È un caso interessante, non riconducibile né a Reagan né a Schwarzenegger, quando balzarono dallo schermo alla politica. Qui si tratta piuttosto di un politico sul quale si proietta un’invenzione dello schermo. Ecco quindi che al tg di Sky un elettore delle primarie, all’intervistatrice che gli chiede: lei per chi ha votato, risponde: per Montalbano. E Gramellini disegna Zingaretti non in conversazione con Luca secondo la parlata di Roma, loro città natale, ma mentre dialoga con Salvo in siciliano.
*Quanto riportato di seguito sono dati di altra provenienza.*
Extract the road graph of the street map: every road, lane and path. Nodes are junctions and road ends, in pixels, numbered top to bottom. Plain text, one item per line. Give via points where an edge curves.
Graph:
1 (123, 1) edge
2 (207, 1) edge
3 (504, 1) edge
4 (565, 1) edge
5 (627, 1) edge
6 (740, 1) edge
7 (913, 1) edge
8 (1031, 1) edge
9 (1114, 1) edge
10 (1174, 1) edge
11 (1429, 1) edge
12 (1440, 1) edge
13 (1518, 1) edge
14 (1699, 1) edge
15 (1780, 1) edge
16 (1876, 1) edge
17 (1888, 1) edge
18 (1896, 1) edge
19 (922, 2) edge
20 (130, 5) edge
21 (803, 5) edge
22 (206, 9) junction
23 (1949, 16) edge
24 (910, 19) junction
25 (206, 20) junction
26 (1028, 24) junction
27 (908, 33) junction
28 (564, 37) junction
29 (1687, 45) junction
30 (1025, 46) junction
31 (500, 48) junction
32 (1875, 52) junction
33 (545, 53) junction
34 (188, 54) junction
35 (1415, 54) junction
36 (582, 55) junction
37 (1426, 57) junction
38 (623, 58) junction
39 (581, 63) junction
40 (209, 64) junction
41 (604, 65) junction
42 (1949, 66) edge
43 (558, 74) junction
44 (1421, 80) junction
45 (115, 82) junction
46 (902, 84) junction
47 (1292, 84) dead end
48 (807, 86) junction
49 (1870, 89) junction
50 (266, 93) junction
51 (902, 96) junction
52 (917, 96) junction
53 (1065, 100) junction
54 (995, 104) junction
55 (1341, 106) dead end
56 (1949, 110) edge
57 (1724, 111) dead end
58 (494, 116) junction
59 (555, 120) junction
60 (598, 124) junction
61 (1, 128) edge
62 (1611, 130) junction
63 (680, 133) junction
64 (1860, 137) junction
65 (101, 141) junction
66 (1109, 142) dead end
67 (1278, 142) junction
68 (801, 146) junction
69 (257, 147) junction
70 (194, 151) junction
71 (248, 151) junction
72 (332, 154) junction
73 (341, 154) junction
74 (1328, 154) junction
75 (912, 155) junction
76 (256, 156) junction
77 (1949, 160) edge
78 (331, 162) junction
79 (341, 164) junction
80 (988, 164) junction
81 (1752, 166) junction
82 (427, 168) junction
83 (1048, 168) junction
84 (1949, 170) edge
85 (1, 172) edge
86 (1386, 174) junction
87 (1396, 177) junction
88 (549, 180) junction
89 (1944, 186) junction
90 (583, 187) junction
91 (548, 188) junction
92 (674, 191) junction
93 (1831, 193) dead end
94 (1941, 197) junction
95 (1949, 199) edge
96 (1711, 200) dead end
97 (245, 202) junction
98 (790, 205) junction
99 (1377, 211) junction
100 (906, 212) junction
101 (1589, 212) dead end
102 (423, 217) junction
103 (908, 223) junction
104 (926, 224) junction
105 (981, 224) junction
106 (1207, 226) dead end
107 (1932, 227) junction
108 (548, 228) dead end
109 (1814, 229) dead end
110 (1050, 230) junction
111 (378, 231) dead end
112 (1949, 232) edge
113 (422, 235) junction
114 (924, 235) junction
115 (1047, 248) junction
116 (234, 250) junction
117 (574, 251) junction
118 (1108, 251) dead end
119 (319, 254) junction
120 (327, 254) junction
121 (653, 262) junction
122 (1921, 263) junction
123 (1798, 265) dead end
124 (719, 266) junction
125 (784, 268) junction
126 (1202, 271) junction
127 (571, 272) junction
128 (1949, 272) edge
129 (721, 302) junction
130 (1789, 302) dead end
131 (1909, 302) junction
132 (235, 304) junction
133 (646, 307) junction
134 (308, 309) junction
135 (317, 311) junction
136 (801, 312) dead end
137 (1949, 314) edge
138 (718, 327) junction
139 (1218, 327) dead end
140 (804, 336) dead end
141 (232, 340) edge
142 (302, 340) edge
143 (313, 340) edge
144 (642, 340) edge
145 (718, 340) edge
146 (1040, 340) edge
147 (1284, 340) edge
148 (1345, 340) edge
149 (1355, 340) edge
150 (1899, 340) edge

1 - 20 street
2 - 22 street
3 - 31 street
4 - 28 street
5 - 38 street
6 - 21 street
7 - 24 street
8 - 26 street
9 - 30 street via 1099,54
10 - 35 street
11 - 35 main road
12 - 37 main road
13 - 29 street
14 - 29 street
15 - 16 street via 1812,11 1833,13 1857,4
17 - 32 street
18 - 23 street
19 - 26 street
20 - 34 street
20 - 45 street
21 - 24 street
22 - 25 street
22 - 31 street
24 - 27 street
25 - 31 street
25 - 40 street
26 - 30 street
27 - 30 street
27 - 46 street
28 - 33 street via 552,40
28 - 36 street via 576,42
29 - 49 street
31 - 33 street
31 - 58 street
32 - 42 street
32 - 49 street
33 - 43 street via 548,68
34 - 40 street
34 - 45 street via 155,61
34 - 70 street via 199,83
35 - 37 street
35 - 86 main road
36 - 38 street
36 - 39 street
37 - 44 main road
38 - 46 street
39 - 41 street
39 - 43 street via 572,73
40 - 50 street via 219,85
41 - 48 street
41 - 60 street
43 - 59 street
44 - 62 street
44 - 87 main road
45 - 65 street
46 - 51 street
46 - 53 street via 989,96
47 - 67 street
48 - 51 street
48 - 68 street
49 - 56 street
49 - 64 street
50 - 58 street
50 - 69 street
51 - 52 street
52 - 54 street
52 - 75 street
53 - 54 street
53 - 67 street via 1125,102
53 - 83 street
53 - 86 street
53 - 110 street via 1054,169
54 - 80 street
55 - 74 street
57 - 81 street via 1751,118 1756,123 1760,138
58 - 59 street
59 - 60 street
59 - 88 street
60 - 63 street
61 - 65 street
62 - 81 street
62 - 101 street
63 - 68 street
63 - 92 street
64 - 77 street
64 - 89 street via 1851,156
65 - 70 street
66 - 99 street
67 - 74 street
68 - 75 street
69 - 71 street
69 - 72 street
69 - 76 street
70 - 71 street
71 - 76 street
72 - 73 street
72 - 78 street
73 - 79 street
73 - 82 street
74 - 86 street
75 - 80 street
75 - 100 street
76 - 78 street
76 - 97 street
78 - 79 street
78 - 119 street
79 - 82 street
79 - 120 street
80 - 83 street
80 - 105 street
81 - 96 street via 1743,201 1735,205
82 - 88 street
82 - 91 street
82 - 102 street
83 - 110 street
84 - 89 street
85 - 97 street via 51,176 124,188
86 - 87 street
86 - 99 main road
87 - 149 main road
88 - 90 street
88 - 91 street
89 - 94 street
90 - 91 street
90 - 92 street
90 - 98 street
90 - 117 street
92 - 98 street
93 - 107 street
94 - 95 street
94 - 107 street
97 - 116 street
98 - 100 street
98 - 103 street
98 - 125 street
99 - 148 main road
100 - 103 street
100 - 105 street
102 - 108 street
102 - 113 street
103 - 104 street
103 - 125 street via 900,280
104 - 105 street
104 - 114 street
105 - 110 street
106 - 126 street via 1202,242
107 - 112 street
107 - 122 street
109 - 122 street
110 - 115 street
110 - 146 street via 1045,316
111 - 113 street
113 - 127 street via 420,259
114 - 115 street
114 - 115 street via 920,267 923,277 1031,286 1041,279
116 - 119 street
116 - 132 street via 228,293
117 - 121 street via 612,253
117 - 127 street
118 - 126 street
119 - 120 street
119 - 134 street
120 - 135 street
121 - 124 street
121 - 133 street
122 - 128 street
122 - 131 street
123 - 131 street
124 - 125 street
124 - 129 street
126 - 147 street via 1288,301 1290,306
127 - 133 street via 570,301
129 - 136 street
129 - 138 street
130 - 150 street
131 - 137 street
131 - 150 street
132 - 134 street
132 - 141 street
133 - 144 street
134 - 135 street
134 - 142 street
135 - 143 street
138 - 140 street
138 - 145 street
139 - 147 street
Che dire poi di Ragusa, tradizionale location montalbaniana, dove quasi tutti hanno votato il loro segretario come se fosse il loro commissario?

La nuova guida del Pd si ritrova insomma sulla scena politica saldamente imparentata a un popolare fantasma televisivo. E con questo sangue finto nelle vene vere, dovrà trafficare col Tav, col modello Minniti, con la ridistribuzione della ricchezza nella fin troppo reale Italia. Ma va bene. Di questi tempi, per i politici, meglio il consanguineo Montalbano che parenti meno edificanti.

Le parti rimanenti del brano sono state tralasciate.